As the scanner seems to partly receive and decode the control channel but then on the voice channel it looses reception, try and set IFX to the voice channels and try the filter settings again. Cellular frequencies can be either in 750, 800 or 850MHz band and the system you try to monitor are probably at 860 or 770MHz that are very close to those cellular frequencies.

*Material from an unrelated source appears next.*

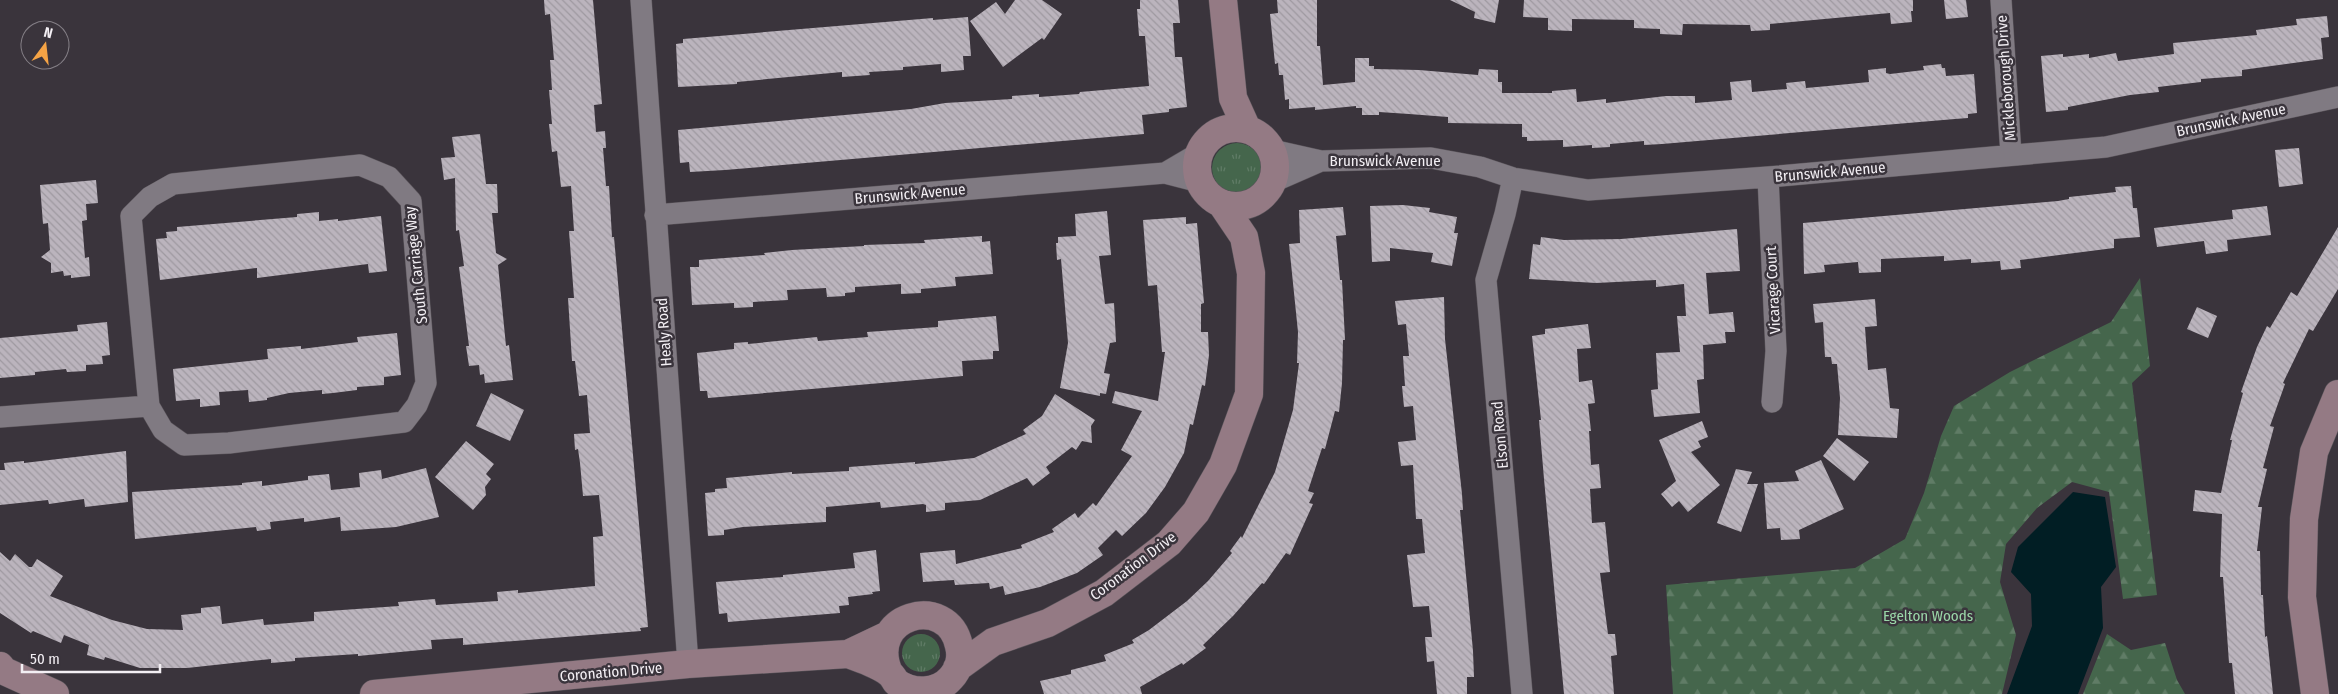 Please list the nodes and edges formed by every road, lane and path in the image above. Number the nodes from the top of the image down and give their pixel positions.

The filter setting in the scanner are in the RF side of the receiver, at the first IF frequency, but could be too late in the receive chain as the receivers front end have already been hit by the full force from the whole frequency band, as also the multicoupler are exposed to.
/Ubbe
I will try to take a video of the issue, maybe I can identify particular problem freq's on the system that I can throw an IFX at. I think that if I throw a freq at IFX, the scanner will apply that IFX to any time the scanner hits that freq, even if it comes up in a trunking CC grant? I know I have IFX enabled for another systems control channel, but I can't remember how I did it. The SDS's are really really bad with selectivity...on 800 they perform similarly to old pre triple conversion scanners, where I can hear paging signals and data bursts from nearby 800 frequencies beeping and squaking over the voice traffic of analog.